▶ What needs to be done
Copy each line of the material in which the word "RING" appears.

□ □ □ □ □

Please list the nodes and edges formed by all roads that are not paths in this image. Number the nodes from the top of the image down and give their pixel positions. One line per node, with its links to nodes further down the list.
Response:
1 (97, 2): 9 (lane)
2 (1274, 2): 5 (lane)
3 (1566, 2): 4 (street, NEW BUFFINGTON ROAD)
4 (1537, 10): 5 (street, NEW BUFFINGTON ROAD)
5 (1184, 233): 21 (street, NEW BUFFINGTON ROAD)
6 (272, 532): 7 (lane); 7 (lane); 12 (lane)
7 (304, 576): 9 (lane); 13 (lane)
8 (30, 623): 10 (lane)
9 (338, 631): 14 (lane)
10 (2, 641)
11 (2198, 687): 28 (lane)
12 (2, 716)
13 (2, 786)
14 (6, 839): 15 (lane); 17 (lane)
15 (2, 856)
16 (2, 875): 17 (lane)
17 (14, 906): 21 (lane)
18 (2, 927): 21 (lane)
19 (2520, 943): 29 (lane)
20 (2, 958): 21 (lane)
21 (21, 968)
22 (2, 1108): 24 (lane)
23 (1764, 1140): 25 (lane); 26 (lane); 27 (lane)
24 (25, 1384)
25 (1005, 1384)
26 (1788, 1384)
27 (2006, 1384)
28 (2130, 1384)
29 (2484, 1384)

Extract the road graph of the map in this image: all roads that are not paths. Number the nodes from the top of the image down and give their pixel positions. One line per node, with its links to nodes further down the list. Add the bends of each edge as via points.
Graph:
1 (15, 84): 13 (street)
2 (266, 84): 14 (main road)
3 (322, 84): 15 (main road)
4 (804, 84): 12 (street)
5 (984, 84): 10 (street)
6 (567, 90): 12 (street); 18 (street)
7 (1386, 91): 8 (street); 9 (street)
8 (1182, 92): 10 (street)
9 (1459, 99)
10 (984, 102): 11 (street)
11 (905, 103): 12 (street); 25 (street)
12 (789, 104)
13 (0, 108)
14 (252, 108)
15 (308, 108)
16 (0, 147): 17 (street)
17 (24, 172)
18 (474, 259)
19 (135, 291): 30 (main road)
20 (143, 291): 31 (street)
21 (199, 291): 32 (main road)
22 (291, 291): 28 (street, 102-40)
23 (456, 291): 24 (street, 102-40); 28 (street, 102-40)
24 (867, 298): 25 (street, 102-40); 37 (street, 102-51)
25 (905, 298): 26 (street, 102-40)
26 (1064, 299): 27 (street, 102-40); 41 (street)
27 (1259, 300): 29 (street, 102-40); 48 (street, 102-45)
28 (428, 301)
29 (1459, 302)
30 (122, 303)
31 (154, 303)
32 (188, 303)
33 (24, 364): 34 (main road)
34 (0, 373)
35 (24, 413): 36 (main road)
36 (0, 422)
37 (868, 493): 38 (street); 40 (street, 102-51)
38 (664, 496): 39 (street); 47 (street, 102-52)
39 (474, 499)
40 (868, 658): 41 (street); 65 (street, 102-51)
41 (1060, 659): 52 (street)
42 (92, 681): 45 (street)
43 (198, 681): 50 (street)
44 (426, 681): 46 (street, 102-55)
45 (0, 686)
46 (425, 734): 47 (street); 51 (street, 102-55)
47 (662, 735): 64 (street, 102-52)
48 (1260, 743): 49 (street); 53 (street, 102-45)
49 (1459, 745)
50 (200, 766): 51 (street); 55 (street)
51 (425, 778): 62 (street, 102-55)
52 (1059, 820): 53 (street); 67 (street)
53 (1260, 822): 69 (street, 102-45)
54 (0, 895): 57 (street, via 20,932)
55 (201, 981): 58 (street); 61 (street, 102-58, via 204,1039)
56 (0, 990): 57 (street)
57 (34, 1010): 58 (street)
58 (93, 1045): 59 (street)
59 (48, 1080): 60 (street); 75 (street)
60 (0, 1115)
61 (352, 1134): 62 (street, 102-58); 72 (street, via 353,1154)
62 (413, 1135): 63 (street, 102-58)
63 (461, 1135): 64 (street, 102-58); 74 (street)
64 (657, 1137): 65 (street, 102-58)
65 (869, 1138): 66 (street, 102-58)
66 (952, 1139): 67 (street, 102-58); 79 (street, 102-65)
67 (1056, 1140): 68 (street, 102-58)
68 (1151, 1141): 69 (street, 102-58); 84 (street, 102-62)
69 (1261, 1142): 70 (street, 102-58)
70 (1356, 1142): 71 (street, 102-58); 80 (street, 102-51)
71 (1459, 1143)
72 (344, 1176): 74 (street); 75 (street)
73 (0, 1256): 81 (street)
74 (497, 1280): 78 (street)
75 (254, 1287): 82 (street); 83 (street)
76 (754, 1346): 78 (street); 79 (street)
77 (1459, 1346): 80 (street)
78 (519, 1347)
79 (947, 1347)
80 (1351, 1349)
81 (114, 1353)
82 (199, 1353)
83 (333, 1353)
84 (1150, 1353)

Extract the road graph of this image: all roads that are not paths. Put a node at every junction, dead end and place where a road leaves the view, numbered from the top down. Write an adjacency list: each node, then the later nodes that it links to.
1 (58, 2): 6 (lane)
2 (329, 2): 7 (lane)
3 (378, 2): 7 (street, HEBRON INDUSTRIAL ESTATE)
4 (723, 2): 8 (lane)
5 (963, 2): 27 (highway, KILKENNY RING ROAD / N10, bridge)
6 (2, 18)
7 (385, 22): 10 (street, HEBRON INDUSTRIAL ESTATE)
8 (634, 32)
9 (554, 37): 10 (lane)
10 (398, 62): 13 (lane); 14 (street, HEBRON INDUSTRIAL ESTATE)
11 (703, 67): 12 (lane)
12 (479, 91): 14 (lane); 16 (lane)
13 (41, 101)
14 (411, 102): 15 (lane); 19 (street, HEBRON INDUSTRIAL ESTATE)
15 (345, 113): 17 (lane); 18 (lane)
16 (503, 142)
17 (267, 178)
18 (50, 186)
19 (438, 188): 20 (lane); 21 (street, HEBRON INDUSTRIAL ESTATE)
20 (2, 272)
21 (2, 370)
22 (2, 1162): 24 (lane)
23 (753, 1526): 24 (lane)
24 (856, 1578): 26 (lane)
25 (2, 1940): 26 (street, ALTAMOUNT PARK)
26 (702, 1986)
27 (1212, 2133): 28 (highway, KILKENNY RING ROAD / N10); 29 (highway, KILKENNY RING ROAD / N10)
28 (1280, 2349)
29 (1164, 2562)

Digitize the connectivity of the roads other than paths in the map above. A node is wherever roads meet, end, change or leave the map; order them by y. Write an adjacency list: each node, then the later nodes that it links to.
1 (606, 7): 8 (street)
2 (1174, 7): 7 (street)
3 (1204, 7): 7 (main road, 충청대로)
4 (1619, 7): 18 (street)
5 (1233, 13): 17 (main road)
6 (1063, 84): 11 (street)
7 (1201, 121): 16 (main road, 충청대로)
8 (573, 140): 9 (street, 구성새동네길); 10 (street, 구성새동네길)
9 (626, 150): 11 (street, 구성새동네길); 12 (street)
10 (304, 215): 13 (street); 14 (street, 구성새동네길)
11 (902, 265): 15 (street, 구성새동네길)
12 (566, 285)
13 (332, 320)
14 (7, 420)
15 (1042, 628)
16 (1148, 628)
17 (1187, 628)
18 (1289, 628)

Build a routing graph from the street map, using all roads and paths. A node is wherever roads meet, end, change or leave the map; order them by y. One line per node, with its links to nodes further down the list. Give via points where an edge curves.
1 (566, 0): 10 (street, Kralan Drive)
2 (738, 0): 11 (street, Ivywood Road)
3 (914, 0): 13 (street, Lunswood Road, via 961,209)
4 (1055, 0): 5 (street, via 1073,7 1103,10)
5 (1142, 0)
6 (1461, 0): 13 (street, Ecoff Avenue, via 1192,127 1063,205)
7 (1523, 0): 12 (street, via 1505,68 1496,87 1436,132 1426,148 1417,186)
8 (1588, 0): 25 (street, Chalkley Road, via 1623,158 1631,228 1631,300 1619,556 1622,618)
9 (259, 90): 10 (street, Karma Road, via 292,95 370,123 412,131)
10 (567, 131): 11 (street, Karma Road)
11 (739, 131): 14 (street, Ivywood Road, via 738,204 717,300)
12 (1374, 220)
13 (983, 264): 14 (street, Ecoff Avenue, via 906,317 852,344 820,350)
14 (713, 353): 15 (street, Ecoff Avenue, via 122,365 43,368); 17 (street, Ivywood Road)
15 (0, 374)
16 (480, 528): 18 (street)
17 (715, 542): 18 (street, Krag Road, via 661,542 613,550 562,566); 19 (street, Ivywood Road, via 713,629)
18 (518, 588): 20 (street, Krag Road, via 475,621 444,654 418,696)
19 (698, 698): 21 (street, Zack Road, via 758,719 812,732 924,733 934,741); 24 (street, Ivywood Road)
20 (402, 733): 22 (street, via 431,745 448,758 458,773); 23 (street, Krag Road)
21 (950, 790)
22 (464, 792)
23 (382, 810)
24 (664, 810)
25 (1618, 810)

□ □ □ □ □

▶ Output
5 (963, 2): 27 (highway, KILKENNY RING ROAD / N10, bridge)
27 (1212, 2133): 28 (highway, KILKENNY RING ROAD / N10); 29 (highway, KILKENNY RING ROAD / N10)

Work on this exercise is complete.